Activity:
Among the records, which lines include "諏訪バイパス"? List them.

┏━━

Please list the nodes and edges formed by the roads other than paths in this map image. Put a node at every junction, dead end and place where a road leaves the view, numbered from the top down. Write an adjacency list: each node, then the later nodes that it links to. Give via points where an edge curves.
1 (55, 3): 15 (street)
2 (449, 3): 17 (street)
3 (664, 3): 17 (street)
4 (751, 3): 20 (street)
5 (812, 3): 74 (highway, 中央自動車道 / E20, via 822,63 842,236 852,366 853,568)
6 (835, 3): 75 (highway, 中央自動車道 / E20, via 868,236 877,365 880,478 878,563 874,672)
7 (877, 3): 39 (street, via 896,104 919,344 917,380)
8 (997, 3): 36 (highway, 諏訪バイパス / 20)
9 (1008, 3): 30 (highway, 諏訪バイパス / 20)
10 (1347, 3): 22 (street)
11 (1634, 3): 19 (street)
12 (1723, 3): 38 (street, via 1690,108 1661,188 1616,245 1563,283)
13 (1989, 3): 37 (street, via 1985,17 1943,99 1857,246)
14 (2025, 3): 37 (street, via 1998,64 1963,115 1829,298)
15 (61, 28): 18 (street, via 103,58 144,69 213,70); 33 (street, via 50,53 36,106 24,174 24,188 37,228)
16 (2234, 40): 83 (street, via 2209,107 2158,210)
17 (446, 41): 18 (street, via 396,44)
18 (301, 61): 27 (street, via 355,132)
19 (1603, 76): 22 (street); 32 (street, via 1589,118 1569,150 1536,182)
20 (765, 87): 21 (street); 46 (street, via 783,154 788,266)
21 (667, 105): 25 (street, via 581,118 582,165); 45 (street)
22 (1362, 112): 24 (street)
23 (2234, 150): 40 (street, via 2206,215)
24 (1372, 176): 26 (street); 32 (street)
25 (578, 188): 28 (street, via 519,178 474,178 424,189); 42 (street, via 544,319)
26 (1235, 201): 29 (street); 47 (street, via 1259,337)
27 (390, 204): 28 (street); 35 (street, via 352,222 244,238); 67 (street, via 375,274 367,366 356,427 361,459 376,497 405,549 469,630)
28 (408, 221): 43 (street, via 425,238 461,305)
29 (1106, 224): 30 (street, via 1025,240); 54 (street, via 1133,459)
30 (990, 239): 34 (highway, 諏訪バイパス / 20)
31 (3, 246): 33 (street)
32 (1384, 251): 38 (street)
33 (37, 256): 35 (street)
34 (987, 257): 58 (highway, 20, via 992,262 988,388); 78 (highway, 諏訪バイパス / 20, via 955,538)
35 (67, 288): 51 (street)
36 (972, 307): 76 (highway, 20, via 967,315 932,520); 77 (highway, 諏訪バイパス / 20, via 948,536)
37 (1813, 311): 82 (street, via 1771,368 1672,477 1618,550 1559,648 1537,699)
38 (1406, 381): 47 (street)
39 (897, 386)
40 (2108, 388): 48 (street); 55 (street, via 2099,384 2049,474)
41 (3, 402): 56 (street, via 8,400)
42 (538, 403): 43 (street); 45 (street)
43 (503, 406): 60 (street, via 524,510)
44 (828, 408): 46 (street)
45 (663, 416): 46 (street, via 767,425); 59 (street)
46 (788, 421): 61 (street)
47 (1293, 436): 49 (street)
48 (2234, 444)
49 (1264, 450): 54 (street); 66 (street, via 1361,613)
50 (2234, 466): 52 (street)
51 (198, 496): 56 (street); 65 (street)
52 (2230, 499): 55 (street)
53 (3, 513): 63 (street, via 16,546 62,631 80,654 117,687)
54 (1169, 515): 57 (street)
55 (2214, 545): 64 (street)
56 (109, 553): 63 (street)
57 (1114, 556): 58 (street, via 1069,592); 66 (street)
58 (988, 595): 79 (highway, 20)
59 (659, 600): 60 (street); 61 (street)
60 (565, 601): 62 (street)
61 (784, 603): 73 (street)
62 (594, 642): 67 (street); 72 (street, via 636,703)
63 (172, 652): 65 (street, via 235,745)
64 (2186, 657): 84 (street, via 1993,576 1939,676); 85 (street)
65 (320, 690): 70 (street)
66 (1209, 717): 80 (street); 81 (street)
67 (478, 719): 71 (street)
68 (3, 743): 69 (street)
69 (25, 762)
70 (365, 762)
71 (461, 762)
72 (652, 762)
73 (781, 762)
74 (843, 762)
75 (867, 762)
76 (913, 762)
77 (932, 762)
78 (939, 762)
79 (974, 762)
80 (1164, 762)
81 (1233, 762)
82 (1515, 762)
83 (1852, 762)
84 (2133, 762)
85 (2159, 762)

┗━━

Answer to the problem:
8 (997, 3): 36 (highway, 諏訪バイパス / 20)
9 (1008, 3): 30 (highway, 諏訪バイパス / 20)
30 (990, 239): 34 (highway, 諏訪バイパス / 20)
34 (987, 257): 58 (highway, 20, via 992,262 988,388); 78 (highway, 諏訪バイパス / 20, via 955,538)
36 (972, 307): 76 (highway, 20, via 967,315 932,520); 77 (highway, 諏訪バイパス / 20, via 948,536)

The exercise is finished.